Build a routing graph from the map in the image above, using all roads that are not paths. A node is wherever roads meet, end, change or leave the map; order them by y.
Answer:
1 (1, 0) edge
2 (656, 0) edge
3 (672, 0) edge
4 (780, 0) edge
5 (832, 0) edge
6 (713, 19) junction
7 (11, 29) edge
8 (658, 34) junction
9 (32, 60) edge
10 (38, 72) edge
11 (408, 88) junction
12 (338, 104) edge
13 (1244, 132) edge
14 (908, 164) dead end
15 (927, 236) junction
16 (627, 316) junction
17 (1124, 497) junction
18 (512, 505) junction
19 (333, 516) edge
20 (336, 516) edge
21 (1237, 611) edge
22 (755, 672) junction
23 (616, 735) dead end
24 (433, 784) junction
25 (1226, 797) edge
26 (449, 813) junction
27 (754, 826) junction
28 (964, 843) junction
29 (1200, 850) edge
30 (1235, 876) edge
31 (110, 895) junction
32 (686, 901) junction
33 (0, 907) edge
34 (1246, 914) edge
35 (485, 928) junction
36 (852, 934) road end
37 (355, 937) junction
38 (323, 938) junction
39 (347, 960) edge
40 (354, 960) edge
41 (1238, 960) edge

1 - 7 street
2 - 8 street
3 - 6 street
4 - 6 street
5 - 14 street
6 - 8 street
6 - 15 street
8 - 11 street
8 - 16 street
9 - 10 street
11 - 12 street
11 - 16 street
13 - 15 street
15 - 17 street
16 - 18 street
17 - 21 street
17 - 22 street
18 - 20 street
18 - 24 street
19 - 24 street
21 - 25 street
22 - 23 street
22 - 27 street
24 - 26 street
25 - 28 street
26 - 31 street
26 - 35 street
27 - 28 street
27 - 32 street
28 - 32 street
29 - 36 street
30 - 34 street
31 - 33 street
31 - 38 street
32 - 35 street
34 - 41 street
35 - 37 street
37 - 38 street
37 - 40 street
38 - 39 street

_____

Go through the entries above and copy each line holding the string "dead".

14 (908, 164) dead end
23 (616, 735) dead end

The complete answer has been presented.